◆ YOUR OBJECTIVE ◆
Please keep the pictures out and write out exactly the lines from the first in the data below through the one containing "pinky dip: (766, 538)", both included.

(Pose landmark coordinates)
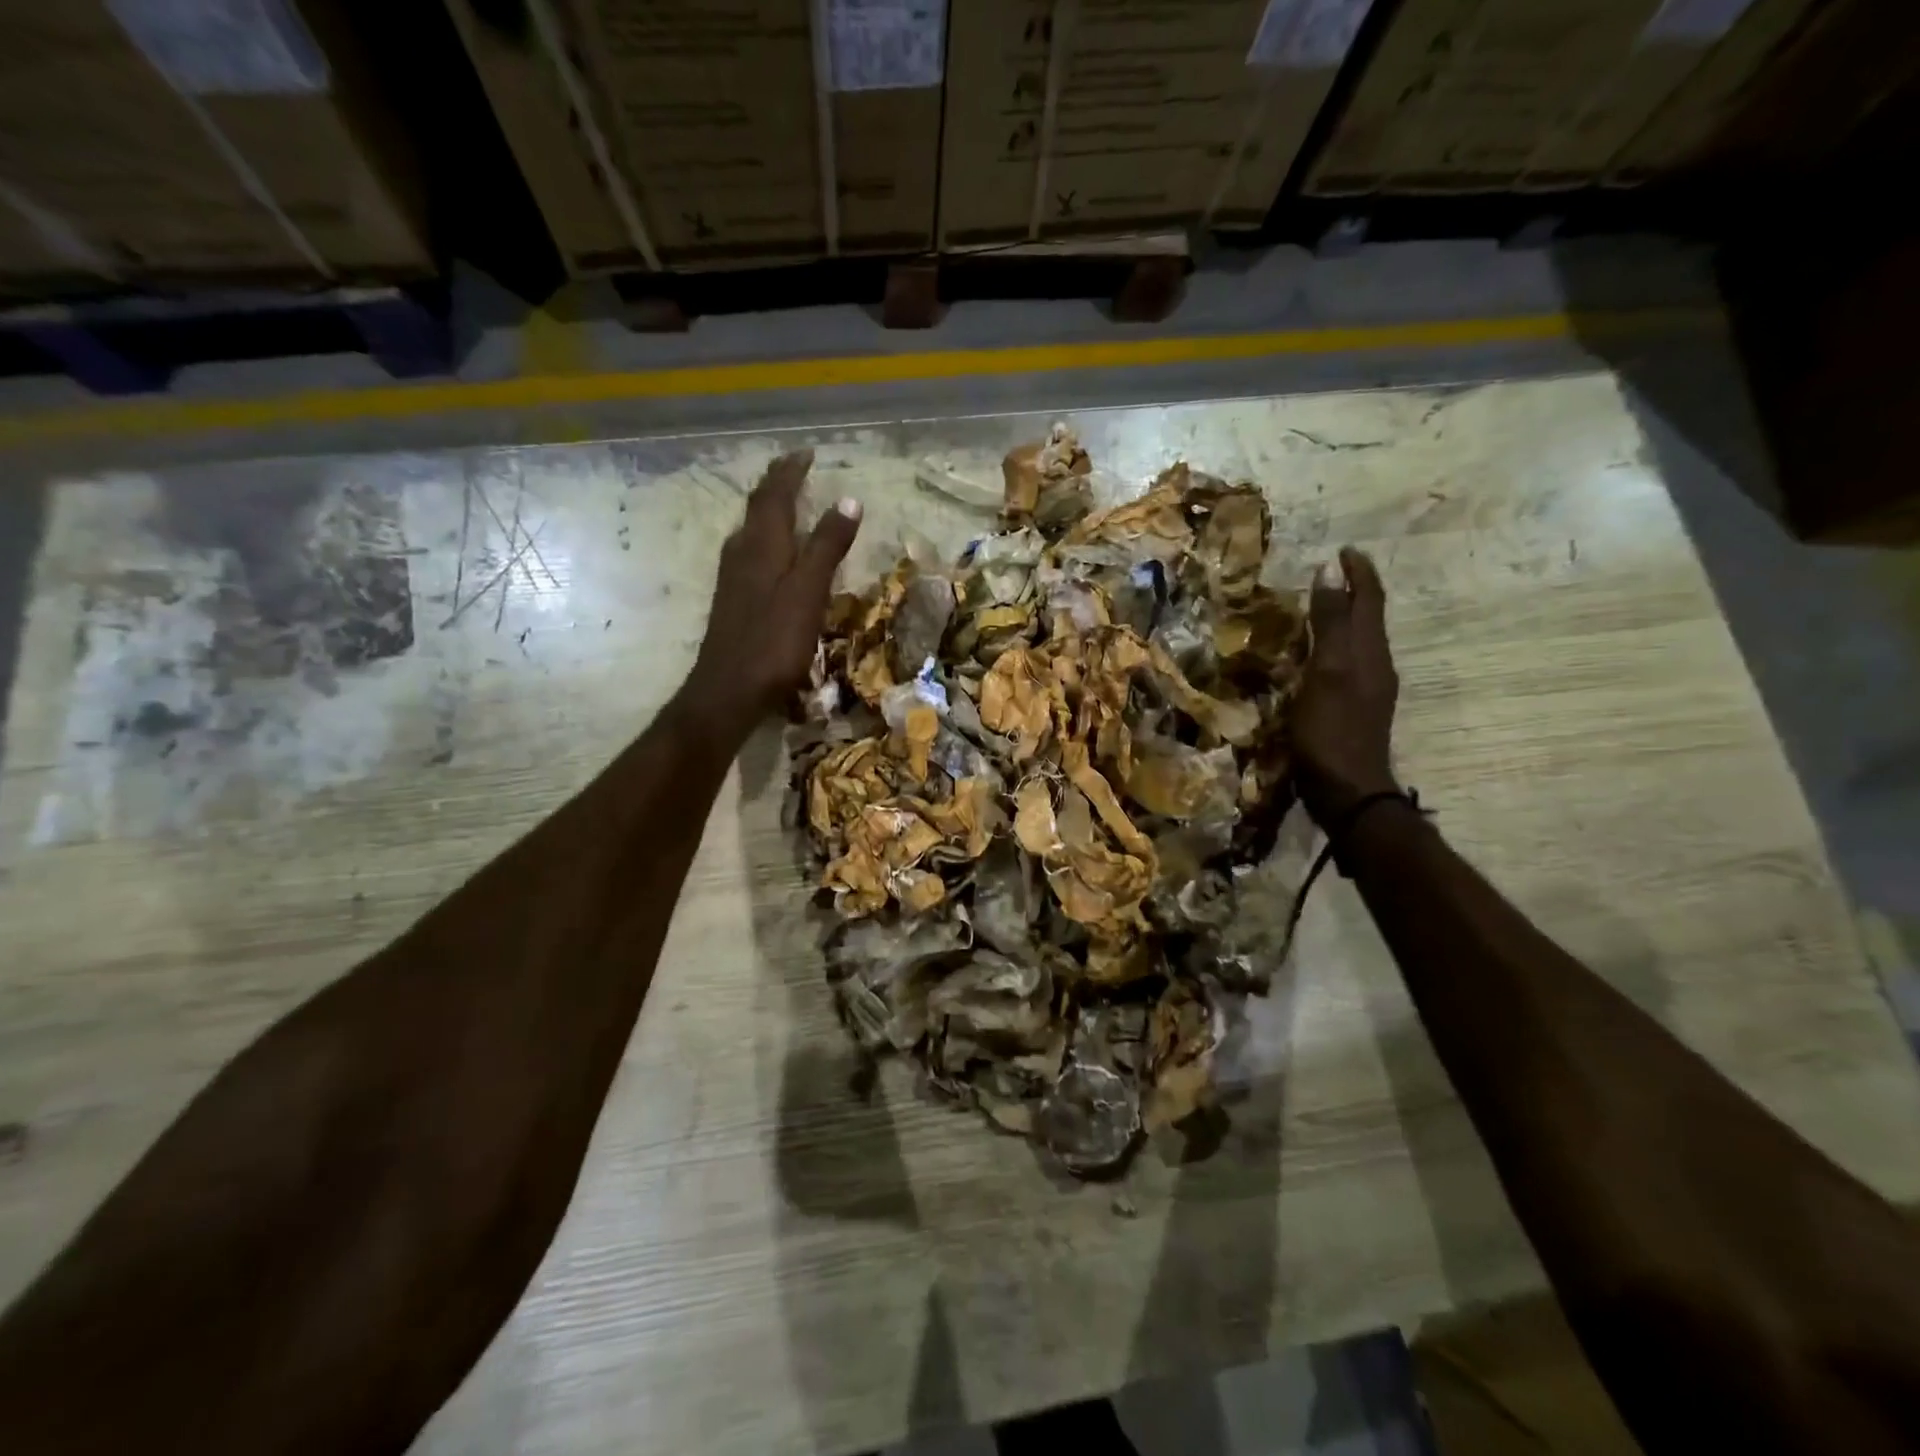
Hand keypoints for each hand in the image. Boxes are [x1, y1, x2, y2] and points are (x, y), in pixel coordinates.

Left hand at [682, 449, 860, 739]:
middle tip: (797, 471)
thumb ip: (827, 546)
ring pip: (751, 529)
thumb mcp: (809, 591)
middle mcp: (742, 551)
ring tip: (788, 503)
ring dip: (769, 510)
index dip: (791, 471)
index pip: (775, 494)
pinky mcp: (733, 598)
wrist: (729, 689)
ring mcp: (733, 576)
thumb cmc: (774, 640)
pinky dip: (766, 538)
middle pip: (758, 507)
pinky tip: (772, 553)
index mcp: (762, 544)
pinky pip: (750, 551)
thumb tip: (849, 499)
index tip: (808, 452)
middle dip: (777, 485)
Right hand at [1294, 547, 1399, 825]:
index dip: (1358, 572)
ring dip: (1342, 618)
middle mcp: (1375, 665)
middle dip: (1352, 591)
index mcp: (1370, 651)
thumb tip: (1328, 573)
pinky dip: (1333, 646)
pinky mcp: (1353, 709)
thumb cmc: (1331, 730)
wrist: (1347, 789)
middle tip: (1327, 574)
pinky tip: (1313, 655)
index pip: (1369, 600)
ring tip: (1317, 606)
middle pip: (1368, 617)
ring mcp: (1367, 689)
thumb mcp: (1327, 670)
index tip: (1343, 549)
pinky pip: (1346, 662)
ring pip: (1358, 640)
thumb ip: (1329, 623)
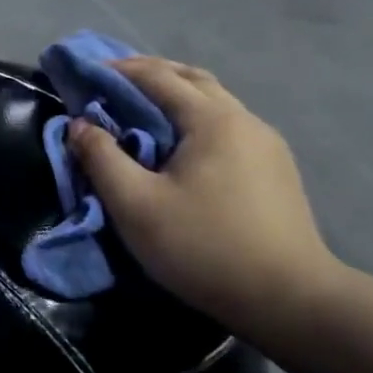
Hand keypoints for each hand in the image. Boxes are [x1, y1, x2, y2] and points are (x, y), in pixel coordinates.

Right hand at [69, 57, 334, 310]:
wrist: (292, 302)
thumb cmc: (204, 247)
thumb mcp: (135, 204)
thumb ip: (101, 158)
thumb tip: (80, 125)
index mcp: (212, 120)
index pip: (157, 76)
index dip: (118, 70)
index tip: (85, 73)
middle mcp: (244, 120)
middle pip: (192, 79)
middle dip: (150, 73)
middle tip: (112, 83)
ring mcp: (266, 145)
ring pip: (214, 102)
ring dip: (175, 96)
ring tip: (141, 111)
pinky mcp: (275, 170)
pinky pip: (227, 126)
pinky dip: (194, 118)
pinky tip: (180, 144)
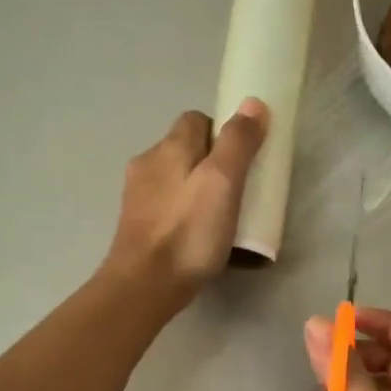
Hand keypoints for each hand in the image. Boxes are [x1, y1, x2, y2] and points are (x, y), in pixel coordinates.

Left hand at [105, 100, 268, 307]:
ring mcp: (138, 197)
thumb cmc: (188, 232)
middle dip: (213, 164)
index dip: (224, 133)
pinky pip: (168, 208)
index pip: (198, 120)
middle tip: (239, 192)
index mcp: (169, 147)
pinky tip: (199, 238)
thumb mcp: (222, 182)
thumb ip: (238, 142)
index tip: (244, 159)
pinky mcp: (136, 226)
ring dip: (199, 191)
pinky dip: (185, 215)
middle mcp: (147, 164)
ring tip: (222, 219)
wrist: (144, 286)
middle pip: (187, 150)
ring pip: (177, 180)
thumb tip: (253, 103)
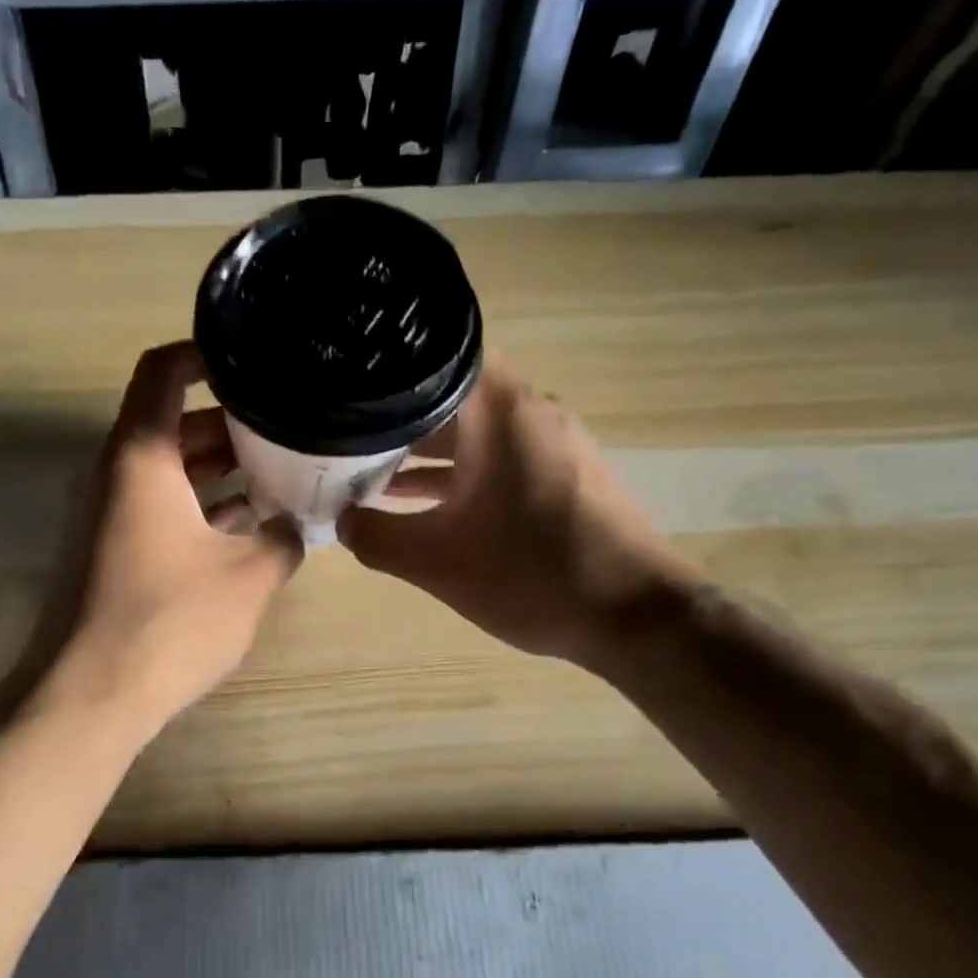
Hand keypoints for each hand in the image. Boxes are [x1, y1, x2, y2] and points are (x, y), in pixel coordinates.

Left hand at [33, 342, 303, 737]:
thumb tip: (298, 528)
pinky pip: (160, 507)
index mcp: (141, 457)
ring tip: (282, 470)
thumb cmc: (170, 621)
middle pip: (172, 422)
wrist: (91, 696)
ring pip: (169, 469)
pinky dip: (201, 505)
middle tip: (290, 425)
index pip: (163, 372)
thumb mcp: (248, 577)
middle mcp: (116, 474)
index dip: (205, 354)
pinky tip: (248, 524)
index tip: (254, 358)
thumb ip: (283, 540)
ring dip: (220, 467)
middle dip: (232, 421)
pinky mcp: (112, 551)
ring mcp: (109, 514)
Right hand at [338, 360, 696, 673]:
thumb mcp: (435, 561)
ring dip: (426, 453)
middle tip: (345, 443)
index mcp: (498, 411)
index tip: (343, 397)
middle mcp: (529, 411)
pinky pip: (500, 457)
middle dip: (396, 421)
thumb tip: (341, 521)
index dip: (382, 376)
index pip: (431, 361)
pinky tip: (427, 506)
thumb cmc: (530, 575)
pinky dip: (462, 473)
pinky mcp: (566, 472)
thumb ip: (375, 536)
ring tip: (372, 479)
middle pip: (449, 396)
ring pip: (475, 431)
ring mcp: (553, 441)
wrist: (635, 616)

◆ WRITTEN ANSWER ◆
Hand keypoints for each hand in the image. Boxes are [x1, y1, x2, y2] and points are (x, y), in pixel coordinates.

Left hand at [682, 449, 860, 739]:
middle tip: (797, 471)
thumb ip: (827, 546)
ring pip: (751, 529)
thumb mcp: (809, 591)
middle mcp: (742, 551)
ring tip: (788, 503)
ring dip: (769, 510)
index dip: (791, 471)
index pip: (775, 494)
pinky mcp: (733, 598)
wrist: (729, 689)
ring mcp: (733, 576)
thumb cmc: (774, 640)
pinky dip: (766, 538)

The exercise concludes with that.